2．3 MIF与临床病理参数的关系 MIF在不同年龄、肿瘤大小、绝经状态、肿瘤组织学类型、病理组织学分级和术后临床分期的患者间无明显统计学差异（P＞0．05），但在不同腋窝淋巴结转移状态的患者间有统计学差异（P＜0．05，表1）。进一步用Spearman等级相关分析发现，MIF表达与腋窝淋巴结转移呈正相关，提示MIF阳性者易发生腋窝淋巴结转移。

表1 不同分子分型及临床病理参数的乳腺癌患者的MIF表达Tab．1 The expression of MIF in different molecular subtypes and clinical pathological parameters of breast cancer

2．4 MIF与MVD的关系 100例乳腺癌病例中，40例 MIF阳性者 MVD均值为33．23±11．06／200倍视野，明显高于60例阴性者 MVD均值18．44±5．08／200倍视野，差异有统计学意义（P＜0．05）。提示MIF阳性者MVD值较高，肿瘤血管新生明显。

2．5 MIF与乳腺癌预后的关系 100例乳腺癌患者，死亡59例，5年生存率为41%。40例MIF阳性的患者中31例死亡，中位生存时间为18个月；60例MIF阴性的患者中28例死亡，中位生存时间为36个月。Kaplan-Meier法示MIF阳性者和MIF阴性者间的生存曲线（图2）。生存曲线用Log-rank检验（Log-rank值为19．516，P＝0．000）后证实，MIF阴性者的5年生存率明显高于MIF阳性者，提示MIF阳性的乳腺癌患者预后较差。

图2 Kaplan-Meier法示MIF阳性者和阴性者的5年生存情况Fig．2 Kaplan-Meier method showed 5-year overall survival of the patients with positive-MIF expression and negative-MIF expression

3 讨 论

乳腺癌分子分型大致为4种：Luminal型、HER2（＋）型、BLs型和NBLs。每个分型可进一步再分类［4］。分型依据主要为各分型间蛋白标记物表达的差异。虽有学者提出，免疫组化划分分子亚型与标准的基因芯片划分方法有一定差异，但前者已能基本反映乳腺癌各分子分型特征，且敏感性在76%，特异性为100%［5］，故已被普遍认可。本研究亦采用免疫组化SP法，根据ER、PR、HER2、CK5／6、CK14、EGFR表达差异，将100例乳腺癌划分为Luminal型、HER2（＋）型、BLs型和NBLs型。因样本量限制，未对每个分型再分类。分型操作过程简便、经济。各分子分型乳腺癌的发病率尚无统一定论［6］。KIM 等［7］对776例浸润性乳腺癌进行分子分型归类后发现，Luminal A型发病率约44．5%，Luminal B型7．8%，HER2（＋）型17．1%，BLs型14．7%。IHEMELANDU 等［8］同样大样本量分析了乳腺癌各分子分型发病率，结果显示Luminal A 型、Luminal B型、BLs型、HER2（＋）型发病率为50%、14．1%、23．2%、12．7%。本研究样本中Luminal型分布最多（49例），符合既往文献中Luminal型高发病率的结论。

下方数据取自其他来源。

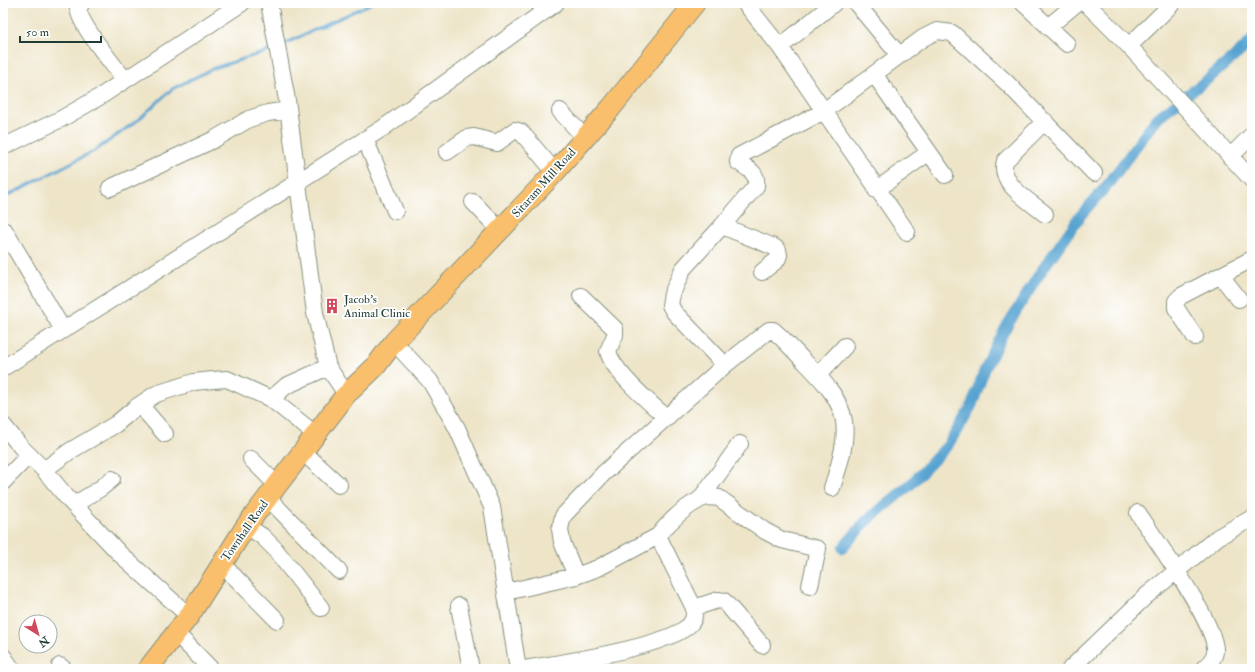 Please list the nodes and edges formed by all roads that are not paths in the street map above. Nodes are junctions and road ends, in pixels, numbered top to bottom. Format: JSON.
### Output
{"nodes":[{"id":1,"x":82,"y":3,"type":"edge"},
{"id":2,"x":242,"y":3,"type":"edge"},
{"id":3,"x":269,"y":3,"type":"edge"},
{"id":4,"x":556,"y":3,"type":"edge"},
{"id":5,"x":695,"y":3,"type":"edge"},
{"id":6,"x":745,"y":3,"type":"edge"},
{"id":7,"x":834,"y":3,"type":"edge"},
{"id":8,"x":856,"y":3,"type":"edge"},
{"id":9,"x":1023,"y":3,"type":"edge"},
{"id":10,"x":1077,"y":3,"type":"edge"},
{"id":11,"x":1086,"y":3,"type":"edge"},
{"id":12,"x":1173,"y":3,"type":"edge"},
{"id":13,"x":1048,"y":27,"type":"junction"},
{"id":14,"x":1067,"y":44,"type":"dead end"},
{"id":15,"x":1130,"y":46,"type":"junction"},
{"id":16,"x":780,"y":47,"type":"junction"},
{"id":17,"x":899,"y":55,"type":"junction"},
{"id":18,"x":874,"y":74,"type":"junction"},
{"id":19,"x":125,"y":80,"type":"junction"},
{"id":20,"x":288,"y":110,"type":"junction"},
{"id":21,"x":560,"y":111,"type":"dead end"},
{"id":22,"x":824,"y":111,"type":"junction"},
{"id":23,"x":1045,"y":121,"type":"junction"},
{"id":24,"x":1252,"y":134,"type":"edge"},
{"id":25,"x":585,"y":138,"type":"junction"},
{"id":26,"x":365,"y":139,"type":"junction"},
{"id":27,"x":3,"y":147,"type":"edge"},
{"id":28,"x":447,"y":152,"type":"dead end"},
{"id":29,"x":928,"y":152,"type":"junction"},
{"id":30,"x":1230,"y":157,"type":"junction"},
{"id":31,"x":555,"y":172,"type":"junction"},
{"id":32,"x":1094,"y":173,"type":"dead end"},
{"id":33,"x":945,"y":175,"type":"dead end"},
{"id":34,"x":1252,"y":180,"type":"edge"},
{"id":35,"x":298,"y":182,"type":"junction"},
{"id":36,"x":110,"y":188,"type":"dead end"},
{"id":37,"x":876,"y":190,"type":"junction"},
{"id":38,"x":473,"y":202,"type":"dead end"},
{"id":39,"x":395,"y":211,"type":"dead end"},
{"id":40,"x":1045,"y":214,"type":"dead end"},
{"id":41,"x":722,"y":226,"type":"junction"},
{"id":42,"x":500,"y":230,"type":"junction"},
{"id":43,"x":5,"y":231,"type":"dead end"},
{"id":44,"x":907,"y":232,"type":"dead end"},
{"id":45,"x":1252,"y":259,"type":"edge"},
{"id":46,"x":762,"y":272,"type":"dead end"},
{"id":47,"x":1221,"y":276,"type":"junction"},
{"id":48,"x":581,"y":296,"type":"dead end"},
{"id":49,"x":1239,"y":299,"type":"dead end"},
{"id":50,"x":63,"y":330,"type":"junction"},
{"id":51,"x":1194,"y":336,"type":"dead end"},
{"id":52,"x":845,"y":346,"type":"dead end"},
{"id":53,"x":389,"y":349,"type":"junction"},
{"id":54,"x":725,"y":364,"type":"junction"},
{"id":55,"x":328,"y":366,"type":"junction"},
{"id":56,"x":3,"y":368,"type":"edge"},
{"id":57,"x":818,"y":375,"type":"junction"},
{"id":58,"x":345,"y":390,"type":"junction"},
{"id":59,"x":271,"y":399,"type":"junction"},
{"id":60,"x":140,"y":405,"type":"junction"},
{"id":61,"x":666,"y":418,"type":"junction"},
{"id":62,"x":3,"y":425,"type":"edge"},
{"id":63,"x":165,"y":434,"type":"dead end"},
{"id":64,"x":314,"y":434,"type":"junction"},
{"id":65,"x":740,"y":444,"type":"dead end"},
{"id":66,"x":302,"y":451,"type":"junction"},
{"id":67,"x":29,"y":455,"type":"junction"},
{"id":68,"x":251,"y":459,"type":"dead end"},
{"id":69,"x":44,"y":470,"type":"junction"},
{"id":70,"x":112,"y":479,"type":"dead end"},
{"id":71,"x":3,"y":482,"type":"edge"},
{"id":72,"x":339,"y":485,"type":"dead end"},
{"id":73,"x":832,"y":488,"type":"dead end"},
{"id":74,"x":272,"y":492,"type":"junction"},
{"id":75,"x":702,"y":498,"type":"junction"},
{"id":76,"x":74,"y":505,"type":"junction"},
{"id":77,"x":1138,"y":513,"type":"dead end"},
{"id":78,"x":1252,"y":518,"type":"edge"},
{"id":79,"x":246,"y":526,"type":"junction"},
{"id":80,"x":658,"y":536,"type":"junction"},
{"id":81,"x":222,"y":564,"type":"junction"},
{"id":82,"x":339,"y":571,"type":"dead end"},
{"id":83,"x":1176,"y":572,"type":"junction"},
{"id":84,"x":576,"y":576,"type":"junction"},
{"id":85,"x":810,"y":586,"type":"dead end"},
{"id":86,"x":506,"y":592,"type":"junction"},
{"id":87,"x":459,"y":606,"type":"dead end"},
{"id":88,"x":321,"y":608,"type":"dead end"},
{"id":89,"x":694,"y":608,"type":"junction"},
{"id":90,"x":189,"y":616,"type":"junction"},
{"id":91,"x":277,"y":620,"type":"dead end"},
{"id":92,"x":176,"y":633,"type":"junction"},
{"id":93,"x":762,"y":645,"type":"dead end"},
{"id":94,"x":3,"y":656,"type":"edge"},
{"id":95,"x":12,"y":669,"type":"edge"},
{"id":96,"x":148,"y":669,"type":"edge"},
{"id":97,"x":211,"y":669,"type":"edge"},
{"id":98,"x":471,"y":669,"type":"edge"},
{"id":99,"x":518,"y":669,"type":"edge"},
{"id":100,"x":524,"y":669,"type":"edge"},
{"id":101,"x":1070,"y":669,"type":"edge"},
{"id":102,"x":1203,"y":669,"type":"edge"}],
"edges":[{"from":1,"to":19,"type":"street"},
{"from":2,"to":19,"type":"street"},
{"from":3,"to":20,"type":"street"},
{"from":4,"to":26,"type":"street"},
{"from":5,"to":25,"type":"main road","name":"Sitaram Mill Road"},
{"from":6,"to":16,"type":"street"},
{"from":7,"to":16,"type":"street"},
{"from":8,"to":17,"type":"street"},
{"from":9,"to":13,"type":"street"},
{"from":10,"to":13,"type":"street"},
{"from":11,"to":15,"type":"street"},
{"from":12,"to":15,"type":"street"},
{"from":13,"to":14,"type":"street"},
{"from":15,"to":30,"type":"street"},
{"from":16,"to":22,"type":"street"},
{"from":17,"to":18,"type":"street"},
{"from":17,"to":23,"type":"street"},
{"from":18,"to":22,"type":"street"},
{"from":18,"to":29,"type":"street"},
{"from":19,"to":27,"type":"street"},
{"from":20,"to":35,"type":"street"},
{"from":20,"to":36,"type":"street"},
{"from":21,"to":25,"type":"street"},
{"from":22,"to":37,"type":"street"},
{"from":22,"to":41,"type":"street"},
{"from":23,"to":32,"type":"street"},
{"from":23,"to":40,"type":"street"},
{"from":24,"to":30,"type":"street"},
{"from":25,"to":31,"type":"main road","name":"Sitaram Mill Road"},
{"from":26,"to":35,"type":"street"},
{"from":26,"to":39,"type":"street"},
{"from":28,"to":31,"type":"street"},
{"from":29,"to":33,"type":"street"},
{"from":29,"to":37,"type":"street"},
{"from":30,"to":34,"type":"street"},
{"from":31,"to":42,"type":"main road","name":"Sitaram Mill Road"},
{"from":35,"to":50,"type":"street"},
{"from":35,"to":55,"type":"street"},
{"from":37,"to":44,"type":"street"},
{"from":38,"to":42,"type":"street"},
{"from":41,"to":46,"type":"street"},
{"from":41,"to":54,"type":"street"},
{"from":42,"to":53,"type":"main road","name":"Sitaram Mill Road"},
{"from":43,"to":50,"type":"street"},
{"from":45,"to":47,"type":"street"},
{"from":47,"to":49,"type":"street"},
{"from":47,"to":51,"type":"street"},
{"from":48,"to":61,"type":"street"},
{"from":50,"to":56,"type":"street"},
{"from":52,"to":57,"type":"street"},
{"from":53,"to":58,"type":"main road","name":"Sitaram Mill Road"},
{"from":53,"to":86,"type":"street"},
{"from":54,"to":57,"type":"street"},
{"from":54,"to":61,"type":"street"},
{"from":55,"to":58,"type":"street"},
{"from":55,"to":59,"type":"street"},
{"from":57,"to":73,"type":"street"},
{"from":58,"to":64,"type":"main road","name":"Townhall Road"},
{"from":59,"to":60,"type":"street"},
{"from":59,"to":64,"type":"street"},
{"from":60,"to":63,"type":"street"},
{"from":60,"to":69,"type":"street"},
{"from":61,"to":84,"type":"street"},
{"from":62,"to":67,"type":"street"},
{"from":64,"to":66,"type":"main road","name":"Townhall Road"},
{"from":65,"to":75,"type":"street"},
{"from":66,"to":72,"type":"street"},
{"from":66,"to":74,"type":"main road","name":"Townhall Road"},
{"from":67,"to":69,"type":"street"},
{"from":67,"to":71,"type":"street"},
{"from":68,"to":74,"type":"street"},
{"from":69,"to":76,"type":"street"},
{"from":70,"to":76,"type":"street"},
{"from":74,"to":79,"type":"main road","name":"Townhall Road"},
{"from":74,"to":82,"type":"street"},
{"from":75,"to":80,"type":"street"},
{"from":75,"to":85,"type":"street"},
{"from":76,"to":90,"type":"street"},
{"from":77,"to":83,"type":"street"},
{"from":78,"to":83,"type":"street"},
{"from":79,"to":81,"type":"main road","name":"Townhall Road"},
{"from":79,"to":88,"type":"street"},
{"from":80,"to":84,"type":"street"},
{"from":80,"to":89,"type":"street"},
{"from":81,"to":90,"type":"main road","name":"Townhall Road"},
{"from":81,"to":91,"type":"street"},
{"from":83,"to":101,"type":"street"},
{"from":83,"to":102,"type":"street"},
{"from":84,"to":86,"type":"street"},
{"from":86,"to":99,"type":"street"},
{"from":87,"to":98,"type":"street"},
{"from":89,"to":93,"type":"street"},
{"from":89,"to":100,"type":"street"},
{"from":90,"to":92,"type":"main road","name":"Townhall Road"},
{"from":92,"to":96,"type":"main road","name":"Townhall Road"},
{"from":92,"to":97,"type":"street"},
{"from":94,"to":95,"type":"street"}]}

近年来，有关MIF在乳腺癌中表达及临床意义的报道并不少见。但本研究将MIF与乳腺癌分子分型联系起来，对此较少涉及的方向进行探索。结果发现，MIF阳性者多见于 HER2（＋）型乳腺癌，提示HER2（＋）型乳腺癌的一个重要分子特征很可能是MIF阳性。回顾既往研究，不同分子分型乳腺癌恶性生物学特征存在明显差异。HER2（＋）型乳腺癌多肿瘤直径较大，淋巴结转移多见，病理分期较晚，预后较差［9］。乳腺癌各分型的预后研究也指出，Luminal A型预后最佳，Luminal B型和 NBLs型预后较好，而BLs型和 HER2（＋）型预后最差［10-11］。

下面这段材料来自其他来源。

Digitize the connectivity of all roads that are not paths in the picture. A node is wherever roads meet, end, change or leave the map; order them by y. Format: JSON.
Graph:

在MIF影响乳腺癌发生发展机制研究中，已证实炎症细胞和肿瘤细胞之间存在某种协同关系。在肿瘤细胞侵袭区域及其邻近间质组织中，多有巨噬细胞聚集。巨噬细胞通过分泌MIF等生物因子，协助肿瘤细胞产生降解细胞外基质的酶类，促进肿瘤细胞侵袭、扩散和转移，并提供肿瘤组织中血管内皮细胞分裂、增殖，促进肿瘤血管新生［12］。本研究比较了不同临床病理参数乳腺癌患者的 MIF表达，分析了MIF阳性组和阴性组MVD值差异，并比较了MIF阳性者和阴性者的5年生存情况。结果发现，MIF阳性者易发生腋窝淋巴结转移，肿瘤新生血管更为明显，且预后较差。HAWKINS等［13］研究显示，MIF在乳腺癌中的表达程度直接关系到肿瘤的预后评估和治疗策略。HLA可通过影响MIF，一定程度发挥乳腺癌免疫靶向治疗的作用。SCHULZ等［14］在MIF促进乳腺癌发生发展的机制研究中指出，HER2／ErbB2过表达可控制HSF1活性。而 MIF、AKT和HSF1间的相互影响会促进HER2（＋）型乳腺癌恶性生长。结合本研究结果，MIF的表达程度很可能是乳腺癌恶性生物学特征的一个重要促进因素。FERSCHING等［13］研究表明，乳腺癌预后标记物合理筛选直接关系到手术、化疗等治疗策略的制定，以及有效减少化疗毒副作用。而 MIF、sFAS、CEA、CA15-3等生物因子的表达程度对评估乳腺癌预后意义重大。MIF可作为一种预测癌细胞侵袭、转移、预后的标志物。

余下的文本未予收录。